ABOUT THIS TASK.
Return all the lines below exactly as written. Drop every picture.

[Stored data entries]
+---+
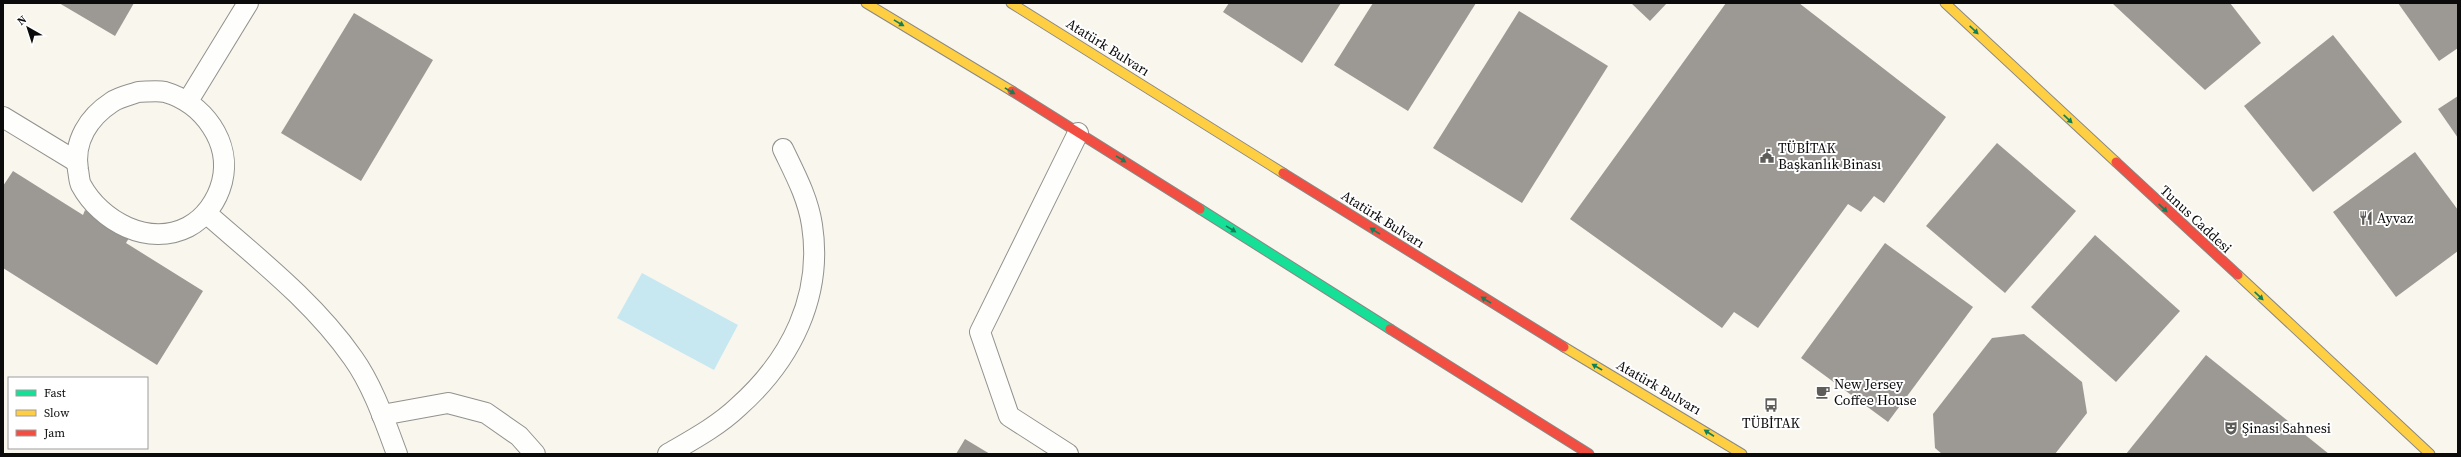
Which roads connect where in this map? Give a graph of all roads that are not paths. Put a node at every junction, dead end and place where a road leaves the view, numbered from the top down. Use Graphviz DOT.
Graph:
graph roads {
  1 [pos="248,3"];
  2 [pos="866,3"];
  3 [pos="1011,3"];
  4 [pos="1945,3"];
  5 [pos="188,101"];
  6 [pos="3,117"];
  7 [pos="1078,133"];
  8 [pos="783,149"];
  9 [pos="77,162"];
  10 [pos="206,213"];
  11 [pos="382,415"];
  12 [pos="397,454"];
  13 [pos="535,454"];
  14 [pos="668,454"];
  15 [pos="1068,454"];
  16 [pos="1589,454"];
  17 [pos="1742,454"];
  18 [pos="2430,454"];
  1 -- 5 [label="lane"];
  2 -- 7 [label="main road, one-way"];
  17 -- 3 [label="main road, Atatürk Bulvarı, one-way"];
  4 -- 18 [label="main road, Tunus Caddesi, one-way"];
  5 -- 9 [label="lane"];
  5 -- 10 [label="lane"];
  6 -- 9 [label="lane"];
  7 -- 15 [label="lane"];
  7 -- 16 [label="main road, one-way"];
  8 -- 14 [label="lane"];
  9 -- 10 [label="lane"];
  10 -- 11 [label="lane"];
  11 -- 12 [label="lane"];
  11 -- 13 [label="lane"];
}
+---+
ANSWER FOR THIS EXERCISE.
Which roads connect where in this map? Give a graph of all roads that are not paths. Put a node at every junction, dead end and place where a road leaves the view, numbered from the top down. Use Graphviz DOT.
Graph:
graph roads {
  1 [pos="248,3"];
  2 [pos="866,3"];
  3 [pos="1011,3"];
  4 [pos="1945,3"];
  5 [pos="188,101"];
  6 [pos="3,117"];
  7 [pos="1078,133"];
  8 [pos="783,149"];
  9 [pos="77,162"];
  10 [pos="206,213"];
  11 [pos="382,415"];
  12 [pos="397,454"];
  13 [pos="535,454"];
  14 [pos="668,454"];
  15 [pos="1068,454"];
  16 [pos="1589,454"];
  17 [pos="1742,454"];
  18 [pos="2430,454"];
  1 -- 5 [label="lane"];
  2 -- 7 [label="main road, one-way"];
  17 -- 3 [label="main road, Atatürk Bulvarı, one-way"];
  4 -- 18 [label="main road, Tunus Caddesi, one-way"];
  5 -- 9 [label="lane"];
  5 -- 10 [label="lane"];
  6 -- 9 [label="lane"];
  7 -- 15 [label="lane"];
  7 -- 16 [label="main road, one-way"];
  8 -- 14 [label="lane"];
  9 -- 10 [label="lane"];
  10 -- 11 [label="lane"];
  11 -- 12 [label="lane"];
  11 -- 13 [label="lane"];
}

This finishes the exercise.